Il lager era illuminato a giorno. Non sapevamo cosa ci aspettava, ci
illudevano che saremmo andati in un campo di lavoro. Vedevamo le fiamme
uscire dal
camino, e sentivamo la puzza, ma pensavamo che fossero i vestiti che
venivano bruciati. Pensavamo tutto tranne che fossero esseri umani.
Cosa le ha dato la forza di sopravvivere?
Cercavo di ricordare i momenti sereni, prima dell'Anschluss. Pensavo ai
miei genitori. Alla mia vita a Vienna. Ho avuto sempre la volontà e lo
spirito della sopravvivenza. Non volevo morire e non mi sono lasciata
morire. Mi sono sempre detta "un giorno finirà". Ed è stata la mia fortuna.

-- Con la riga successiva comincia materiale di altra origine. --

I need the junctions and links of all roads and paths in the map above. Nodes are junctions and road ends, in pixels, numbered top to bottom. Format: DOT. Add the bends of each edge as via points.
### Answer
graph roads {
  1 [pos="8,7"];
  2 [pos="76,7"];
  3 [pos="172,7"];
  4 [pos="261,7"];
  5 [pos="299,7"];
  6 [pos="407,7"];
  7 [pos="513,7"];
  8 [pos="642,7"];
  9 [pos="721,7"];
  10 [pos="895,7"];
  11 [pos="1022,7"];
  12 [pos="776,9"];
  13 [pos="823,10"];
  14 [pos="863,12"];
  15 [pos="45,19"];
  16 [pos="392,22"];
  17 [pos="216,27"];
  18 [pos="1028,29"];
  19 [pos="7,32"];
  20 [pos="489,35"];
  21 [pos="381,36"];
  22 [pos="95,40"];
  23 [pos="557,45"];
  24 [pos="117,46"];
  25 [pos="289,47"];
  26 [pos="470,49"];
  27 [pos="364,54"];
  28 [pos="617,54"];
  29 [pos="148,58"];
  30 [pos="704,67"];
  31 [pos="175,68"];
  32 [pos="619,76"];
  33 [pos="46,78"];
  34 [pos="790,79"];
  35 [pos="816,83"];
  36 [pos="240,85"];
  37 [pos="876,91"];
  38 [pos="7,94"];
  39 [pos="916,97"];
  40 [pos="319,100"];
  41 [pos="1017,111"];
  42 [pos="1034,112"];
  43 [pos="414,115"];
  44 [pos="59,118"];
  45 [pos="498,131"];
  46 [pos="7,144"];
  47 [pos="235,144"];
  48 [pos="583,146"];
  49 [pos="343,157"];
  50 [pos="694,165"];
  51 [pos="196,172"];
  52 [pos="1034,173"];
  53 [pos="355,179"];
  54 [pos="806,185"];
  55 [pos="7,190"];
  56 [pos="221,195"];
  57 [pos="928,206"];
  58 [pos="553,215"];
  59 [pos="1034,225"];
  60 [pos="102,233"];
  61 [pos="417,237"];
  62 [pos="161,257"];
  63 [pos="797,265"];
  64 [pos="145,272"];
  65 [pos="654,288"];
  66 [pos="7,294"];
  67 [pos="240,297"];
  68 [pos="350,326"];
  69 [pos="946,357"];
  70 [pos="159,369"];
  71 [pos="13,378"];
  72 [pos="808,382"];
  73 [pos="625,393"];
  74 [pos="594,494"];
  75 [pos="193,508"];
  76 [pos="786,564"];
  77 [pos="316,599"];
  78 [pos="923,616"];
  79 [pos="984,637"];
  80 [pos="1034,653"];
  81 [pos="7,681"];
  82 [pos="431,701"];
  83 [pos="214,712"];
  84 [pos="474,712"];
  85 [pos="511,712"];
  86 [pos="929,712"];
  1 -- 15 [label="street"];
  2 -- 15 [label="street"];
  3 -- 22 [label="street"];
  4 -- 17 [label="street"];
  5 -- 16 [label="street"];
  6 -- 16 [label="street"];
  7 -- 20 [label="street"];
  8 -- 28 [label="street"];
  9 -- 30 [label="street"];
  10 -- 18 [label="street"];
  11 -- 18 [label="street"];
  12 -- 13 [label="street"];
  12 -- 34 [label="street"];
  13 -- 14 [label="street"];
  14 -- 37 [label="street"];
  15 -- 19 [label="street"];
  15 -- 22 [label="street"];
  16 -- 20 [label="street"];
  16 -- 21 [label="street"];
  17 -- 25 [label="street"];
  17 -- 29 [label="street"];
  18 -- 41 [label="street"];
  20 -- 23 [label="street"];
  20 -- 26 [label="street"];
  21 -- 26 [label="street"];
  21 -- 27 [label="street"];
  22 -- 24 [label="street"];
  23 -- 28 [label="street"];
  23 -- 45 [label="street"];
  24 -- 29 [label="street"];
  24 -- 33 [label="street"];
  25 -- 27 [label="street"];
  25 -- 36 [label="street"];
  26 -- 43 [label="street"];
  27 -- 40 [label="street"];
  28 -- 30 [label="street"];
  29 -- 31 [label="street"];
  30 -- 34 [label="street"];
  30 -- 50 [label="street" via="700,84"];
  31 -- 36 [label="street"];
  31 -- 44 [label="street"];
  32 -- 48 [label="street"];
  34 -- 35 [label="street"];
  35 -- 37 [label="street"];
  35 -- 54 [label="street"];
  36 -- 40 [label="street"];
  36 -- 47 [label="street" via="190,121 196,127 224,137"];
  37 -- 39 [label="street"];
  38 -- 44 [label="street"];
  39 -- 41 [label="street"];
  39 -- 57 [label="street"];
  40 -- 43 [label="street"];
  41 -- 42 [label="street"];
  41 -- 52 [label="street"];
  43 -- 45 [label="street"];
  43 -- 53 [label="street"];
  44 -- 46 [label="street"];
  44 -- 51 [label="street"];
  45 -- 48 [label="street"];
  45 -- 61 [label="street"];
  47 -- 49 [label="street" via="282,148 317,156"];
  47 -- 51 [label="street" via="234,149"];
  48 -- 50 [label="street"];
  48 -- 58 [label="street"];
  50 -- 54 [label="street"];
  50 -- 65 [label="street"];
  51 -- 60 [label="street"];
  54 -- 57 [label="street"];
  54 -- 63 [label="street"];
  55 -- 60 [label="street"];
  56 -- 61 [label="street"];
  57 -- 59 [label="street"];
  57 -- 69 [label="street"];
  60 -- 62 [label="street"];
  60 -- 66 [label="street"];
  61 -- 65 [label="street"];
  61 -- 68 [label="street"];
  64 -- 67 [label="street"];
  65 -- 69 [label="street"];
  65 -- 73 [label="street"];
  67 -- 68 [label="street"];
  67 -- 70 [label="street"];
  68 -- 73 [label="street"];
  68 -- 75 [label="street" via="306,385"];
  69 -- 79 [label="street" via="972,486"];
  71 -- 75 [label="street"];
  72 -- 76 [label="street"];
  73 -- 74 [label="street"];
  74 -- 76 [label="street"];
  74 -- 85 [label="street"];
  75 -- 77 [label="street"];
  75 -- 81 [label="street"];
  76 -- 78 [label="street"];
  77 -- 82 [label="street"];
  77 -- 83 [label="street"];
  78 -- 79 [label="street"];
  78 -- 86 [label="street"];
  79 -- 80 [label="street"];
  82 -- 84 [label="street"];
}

Poi mi ha aiutato anche il fatto che parlavo perfettamente il tedesco.
Dovevi ubbidire immediatamente ai comandi, e chi non capiva veniva preso a
frustate: per un corpo già debole significava morire.
Come erano i rapporti tra prigioniere?
Ognuno cercava di formarsi un piccolo gruppetto. Io avevo una mia amica,
Edith Epstein, una viennese con cui ho fatto tutta la prigionia. E ci siamo
date fare insieme per sopravvivere. Ma non tutte erano così. Una notte ho
visto una madre rubare il pane alla figlia da sotto la testa. Gridavano,
litigavano, poi la ragazza è stata uccisa. Molte si azzuffavano per il cibo
o per il posto per dormire.
I '90 sono stati anni di genocidi: Bosnia, Kosovo, Rwanda. E' possibile
un paragone con l'olocausto?
Sì. L'unica differenza è che lo sterminio era programmato e c'erano il
gas e i forni crematori. Ma molte immagini sono sovrapponibili. Purtroppo
le cose si stanno ripetendo. Sembra che tanti anni siano passati
inutilmente, senza che l'uomo abbia imparato niente. Inoltre la comunità
internazionale ha guardato in silenzio, come con noi.
Levi ha scritto: c'è Auschwitz, dunque non c'è Dio.
Io la penso diversamente. Non è stato dio a mettere l'uomo in ginocchio,
ma il contrario. Dio esiste, dio c'è e non ha voluto tutto questo. E'
sempre l'uomo il colpevole.
Ma lei ad Auschwitz riusciva a pensare a dio?
Ho pregato dio. Gli ho sempre chiesto di aiutarmi. Molti, in lager,
hanno perso la fede. Ma se io non l'avessi avuta, non so ne se sarei uscita
viva. Quando mi sentivo abbandonata dialogavo con dio, è così che così sono
riuscita a superare i momenti più duri.